═════ Input material

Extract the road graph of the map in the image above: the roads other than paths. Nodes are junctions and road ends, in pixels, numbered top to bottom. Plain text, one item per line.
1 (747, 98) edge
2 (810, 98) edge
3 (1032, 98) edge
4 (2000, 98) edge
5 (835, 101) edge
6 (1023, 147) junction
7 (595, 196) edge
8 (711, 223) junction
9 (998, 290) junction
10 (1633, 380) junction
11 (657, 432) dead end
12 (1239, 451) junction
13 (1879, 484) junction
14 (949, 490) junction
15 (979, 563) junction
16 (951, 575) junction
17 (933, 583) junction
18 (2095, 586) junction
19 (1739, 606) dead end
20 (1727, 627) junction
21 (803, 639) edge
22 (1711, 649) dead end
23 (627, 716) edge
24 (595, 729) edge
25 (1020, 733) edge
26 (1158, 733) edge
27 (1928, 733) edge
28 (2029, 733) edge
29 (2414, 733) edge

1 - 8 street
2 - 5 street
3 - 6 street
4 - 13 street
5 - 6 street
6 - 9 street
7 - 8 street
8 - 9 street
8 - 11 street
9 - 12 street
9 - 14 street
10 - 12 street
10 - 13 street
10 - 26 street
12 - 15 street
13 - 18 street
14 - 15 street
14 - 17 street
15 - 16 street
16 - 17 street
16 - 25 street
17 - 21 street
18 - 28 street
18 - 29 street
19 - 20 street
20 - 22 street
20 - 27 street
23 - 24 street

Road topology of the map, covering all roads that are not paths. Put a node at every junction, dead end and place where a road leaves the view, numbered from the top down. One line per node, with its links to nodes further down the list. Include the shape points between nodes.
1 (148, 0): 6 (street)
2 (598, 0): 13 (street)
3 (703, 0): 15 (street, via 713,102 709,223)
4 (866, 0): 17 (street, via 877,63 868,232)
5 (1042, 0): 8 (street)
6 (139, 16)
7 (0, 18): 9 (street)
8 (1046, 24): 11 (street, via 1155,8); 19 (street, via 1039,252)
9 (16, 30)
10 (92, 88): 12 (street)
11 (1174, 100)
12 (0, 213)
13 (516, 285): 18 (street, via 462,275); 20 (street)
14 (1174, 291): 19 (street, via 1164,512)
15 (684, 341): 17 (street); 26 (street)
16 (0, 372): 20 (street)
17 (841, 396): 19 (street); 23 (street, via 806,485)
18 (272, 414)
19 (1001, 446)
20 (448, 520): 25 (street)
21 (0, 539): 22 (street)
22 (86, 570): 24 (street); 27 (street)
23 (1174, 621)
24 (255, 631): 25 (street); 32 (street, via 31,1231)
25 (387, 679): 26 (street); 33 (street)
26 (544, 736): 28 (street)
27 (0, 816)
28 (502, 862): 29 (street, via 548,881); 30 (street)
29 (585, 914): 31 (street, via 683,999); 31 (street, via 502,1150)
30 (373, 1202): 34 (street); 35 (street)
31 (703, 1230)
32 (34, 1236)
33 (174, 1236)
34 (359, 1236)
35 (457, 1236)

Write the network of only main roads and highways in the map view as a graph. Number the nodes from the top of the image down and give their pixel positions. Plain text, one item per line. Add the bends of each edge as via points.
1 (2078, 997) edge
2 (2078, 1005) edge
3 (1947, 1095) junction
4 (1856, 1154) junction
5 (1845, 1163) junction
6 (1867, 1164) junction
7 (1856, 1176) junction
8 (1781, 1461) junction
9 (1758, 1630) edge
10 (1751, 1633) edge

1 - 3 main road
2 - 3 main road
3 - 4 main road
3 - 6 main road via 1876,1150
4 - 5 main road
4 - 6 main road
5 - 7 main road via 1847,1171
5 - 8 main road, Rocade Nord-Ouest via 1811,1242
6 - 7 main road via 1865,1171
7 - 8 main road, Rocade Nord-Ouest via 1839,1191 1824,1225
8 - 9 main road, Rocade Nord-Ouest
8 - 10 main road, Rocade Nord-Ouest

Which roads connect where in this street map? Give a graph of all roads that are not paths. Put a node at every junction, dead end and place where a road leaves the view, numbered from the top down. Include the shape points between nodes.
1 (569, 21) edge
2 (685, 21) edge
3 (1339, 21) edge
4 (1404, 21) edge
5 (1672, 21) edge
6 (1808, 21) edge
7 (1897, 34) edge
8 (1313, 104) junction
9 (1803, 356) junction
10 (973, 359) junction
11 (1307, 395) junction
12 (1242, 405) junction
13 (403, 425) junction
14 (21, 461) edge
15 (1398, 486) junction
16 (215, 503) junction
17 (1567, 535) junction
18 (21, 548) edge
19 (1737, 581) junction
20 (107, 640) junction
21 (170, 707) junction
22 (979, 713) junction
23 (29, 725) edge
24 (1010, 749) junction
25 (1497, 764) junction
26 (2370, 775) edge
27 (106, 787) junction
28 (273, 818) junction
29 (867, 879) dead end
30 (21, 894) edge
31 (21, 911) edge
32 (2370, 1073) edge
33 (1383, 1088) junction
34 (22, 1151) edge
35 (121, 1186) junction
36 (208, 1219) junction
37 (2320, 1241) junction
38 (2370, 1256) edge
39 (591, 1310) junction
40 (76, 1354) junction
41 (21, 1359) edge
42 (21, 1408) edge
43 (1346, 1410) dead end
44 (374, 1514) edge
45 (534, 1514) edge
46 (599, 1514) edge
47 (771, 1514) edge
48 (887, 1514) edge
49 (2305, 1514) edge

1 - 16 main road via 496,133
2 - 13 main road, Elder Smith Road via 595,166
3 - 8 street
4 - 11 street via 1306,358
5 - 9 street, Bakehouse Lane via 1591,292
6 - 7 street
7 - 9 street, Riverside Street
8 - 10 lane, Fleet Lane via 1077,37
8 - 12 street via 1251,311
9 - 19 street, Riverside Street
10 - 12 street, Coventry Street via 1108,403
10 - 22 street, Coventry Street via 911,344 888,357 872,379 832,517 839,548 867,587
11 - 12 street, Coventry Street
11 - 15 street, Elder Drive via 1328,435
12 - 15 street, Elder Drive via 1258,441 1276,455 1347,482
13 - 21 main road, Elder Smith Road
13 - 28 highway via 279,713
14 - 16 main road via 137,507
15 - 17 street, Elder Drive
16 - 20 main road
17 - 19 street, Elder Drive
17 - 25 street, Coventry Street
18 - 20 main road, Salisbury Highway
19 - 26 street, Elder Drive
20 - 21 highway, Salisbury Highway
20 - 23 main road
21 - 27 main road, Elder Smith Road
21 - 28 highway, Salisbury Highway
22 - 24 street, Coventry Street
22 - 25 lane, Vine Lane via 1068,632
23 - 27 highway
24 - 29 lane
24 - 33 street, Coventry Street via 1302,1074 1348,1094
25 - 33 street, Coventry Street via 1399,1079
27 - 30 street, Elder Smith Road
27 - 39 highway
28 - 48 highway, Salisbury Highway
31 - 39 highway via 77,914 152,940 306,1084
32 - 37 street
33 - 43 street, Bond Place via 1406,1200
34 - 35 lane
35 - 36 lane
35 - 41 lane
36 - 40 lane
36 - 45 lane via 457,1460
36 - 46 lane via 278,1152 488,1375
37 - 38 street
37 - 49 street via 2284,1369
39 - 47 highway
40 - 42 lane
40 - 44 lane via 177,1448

══════════

Task item> Please print out every entry again, exactly as it reads.

Response to the task>
Extract the road graph of the map in the image above: the roads other than paths. Nodes are junctions and road ends, in pixels, numbered top to bottom. Plain text, one item per line.
1 (747, 98) edge
2 (810, 98) edge
3 (1032, 98) edge
4 (2000, 98) edge
5 (835, 101) edge
6 (1023, 147) junction
7 (595, 196) edge
8 (711, 223) junction
9 (998, 290) junction
10 (1633, 380) junction
11 (657, 432) dead end
12 (1239, 451) junction
13 (1879, 484) junction
14 (949, 490) junction
15 (979, 563) junction
16 (951, 575) junction
17 (933, 583) junction
18 (2095, 586) junction
19 (1739, 606) dead end
20 (1727, 627) junction
21 (803, 639) edge
22 (1711, 649) dead end
23 (627, 716) edge
24 (595, 729) edge
25 (1020, 733) edge
26 (1158, 733) edge
27 (1928, 733) edge
28 (2029, 733) edge
29 (2414, 733) edge

1 - 8 street
2 - 5 street
3 - 6 street
4 - 13 street
5 - 6 street
6 - 9 street
7 - 8 street
8 - 9 street
8 - 11 street
9 - 12 street
9 - 14 street
10 - 12 street
10 - 13 street
10 - 26 street
12 - 15 street
13 - 18 street
14 - 15 street
14 - 17 street
15 - 16 street
16 - 17 street
16 - 25 street
17 - 21 street
18 - 28 street
18 - 29 street
19 - 20 street
20 - 22 street
20 - 27 street
23 - 24 street

Road topology of the map, covering all roads that are not paths. Put a node at every junction, dead end and place where a road leaves the view, numbered from the top down. One line per node, with its links to nodes further down the list. Include the shape points between nodes.
1 (148, 0): 6 (street)
2 (598, 0): 13 (street)
3 (703, 0): 15 (street, via 713,102 709,223)
4 (866, 0): 17 (street, via 877,63 868,232)
5 (1042, 0): 8 (street)
6 (139, 16)
7 (0, 18): 9 (street)
8 (1046, 24): 11 (street, via 1155,8); 19 (street, via 1039,252)
9 (16, 30)
10 (92, 88): 12 (street)
11 (1174, 100)
12 (0, 213)
13 (516, 285): 18 (street, via 462,275); 20 (street)
14 (1174, 291): 19 (street, via 1164,512)
15 (684, 341): 17 (street); 26 (street)
16 (0, 372): 20 (street)
17 (841, 396): 19 (street); 23 (street, via 806,485)
18 (272, 414)
19 (1001, 446)
20 (448, 520): 25 (street)
21 (0, 539): 22 (street)
22 (86, 570): 24 (street); 27 (street)
23 (1174, 621)
24 (255, 631): 25 (street); 32 (street, via 31,1231)
25 (387, 679): 26 (street); 33 (street)
26 (544, 736): 28 (street)
27 (0, 816)
28 (502, 862): 29 (street, via 548,881); 30 (street)
29 (585, 914): 31 (street, via 683,999); 31 (street, via 502,1150)
30 (373, 1202): 34 (street); 35 (street)
31 (703, 1230)
32 (34, 1236)
33 (174, 1236)
34 (359, 1236)
35 (457, 1236)

Write the network of only main roads and highways in the map view as a graph. Number the nodes from the top of the image down and give their pixel positions. Plain text, one item per line. Add the bends of each edge as via points.
1 (2078, 997) edge
2 (2078, 1005) edge
3 (1947, 1095) junction
4 (1856, 1154) junction
5 (1845, 1163) junction
6 (1867, 1164) junction
7 (1856, 1176) junction
8 (1781, 1461) junction
9 (1758, 1630) edge
10 (1751, 1633) edge

1 - 3 main road
2 - 3 main road
3 - 4 main road
3 - 6 main road via 1876,1150
4 - 5 main road
4 - 6 main road
5 - 7 main road via 1847,1171
5 - 8 main road, Rocade Nord-Ouest via 1811,1242
6 - 7 main road via 1865,1171
7 - 8 main road, Rocade Nord-Ouest via 1839,1191 1824,1225
8 - 9 main road, Rocade Nord-Ouest
8 - 10 main road, Rocade Nord-Ouest

Which roads connect where in this street map? Give a graph of all roads that are not paths. Put a node at every junction, dead end and place where a road leaves the view, numbered from the top down. Include the shape points between nodes.
1 (569, 21) edge
2 (685, 21) edge
3 (1339, 21) edge
4 (1404, 21) edge
5 (1672, 21) edge
6 (1808, 21) edge
7 (1897, 34) edge
8 (1313, 104) junction
9 (1803, 356) junction
10 (973, 359) junction
11 (1307, 395) junction
12 (1242, 405) junction
13 (403, 425) junction
14 (21, 461) edge
15 (1398, 486) junction
16 (215, 503) junction
17 (1567, 535) junction
18 (21, 548) edge
19 (1737, 581) junction
20 (107, 640) junction
21 (170, 707) junction
22 (979, 713) junction
23 (29, 725) edge
24 (1010, 749) junction
25 (1497, 764) junction
26 (2370, 775) edge
27 (106, 787) junction
28 (273, 818) junction
29 (867, 879) dead end
30 (21, 894) edge
31 (21, 911) edge
32 (2370, 1073) edge
33 (1383, 1088) junction
34 (22, 1151) edge
35 (121, 1186) junction
36 (208, 1219) junction
37 (2320, 1241) junction
38 (2370, 1256) edge
39 (591, 1310) junction
40 (76, 1354) junction
41 (21, 1359) edge
42 (21, 1408) edge
43 (1346, 1410) dead end
44 (374, 1514) edge
45 (534, 1514) edge
46 (599, 1514) edge
47 (771, 1514) edge
48 (887, 1514) edge
49 (2305, 1514) edge

1 - 16 main road via 496,133
2 - 13 main road, Elder Smith Road via 595,166
3 - 8 street
4 - 11 street via 1306,358
5 - 9 street, Bakehouse Lane via 1591,292
6 - 7 street
7 - 9 street, Riverside Street
8 - 10 lane, Fleet Lane via 1077,37
8 - 12 street via 1251,311
9 - 19 street, Riverside Street
10 - 12 street, Coventry Street via 1108,403
10 - 22 street, Coventry Street via 911,344 888,357 872,379 832,517 839,548 867,587
11 - 12 street, Coventry Street
11 - 15 street, Elder Drive via 1328,435
12 - 15 street, Elder Drive via 1258,441 1276,455 1347,482
13 - 21 main road, Elder Smith Road
13 - 28 highway via 279,713
14 - 16 main road via 137,507
15 - 17 street, Elder Drive
16 - 20 main road
17 - 19 street, Elder Drive
17 - 25 street, Coventry Street
18 - 20 main road, Salisbury Highway
19 - 26 street, Elder Drive
20 - 21 highway, Salisbury Highway
20 - 23 main road
21 - 27 main road, Elder Smith Road
21 - 28 highway, Salisbury Highway
22 - 24 street, Coventry Street
22 - 25 lane, Vine Lane via 1068,632
23 - 27 highway
24 - 29 lane
24 - 33 street, Coventry Street via 1302,1074 1348,1094
25 - 33 street, Coventry Street via 1399,1079
27 - 30 street, Elder Smith Road
27 - 39 highway
28 - 48 highway, Salisbury Highway
31 - 39 highway via 77,914 152,940 306,1084
32 - 37 street
33 - 43 street, Bond Place via 1406,1200
34 - 35 lane
35 - 36 lane
35 - 41 lane
36 - 40 lane
36 - 45 lane via 457,1460
36 - 46 lane via 278,1152 488,1375
37 - 38 street
37 - 49 street via 2284,1369
39 - 47 highway
40 - 42 lane
40 - 44 lane via 177,1448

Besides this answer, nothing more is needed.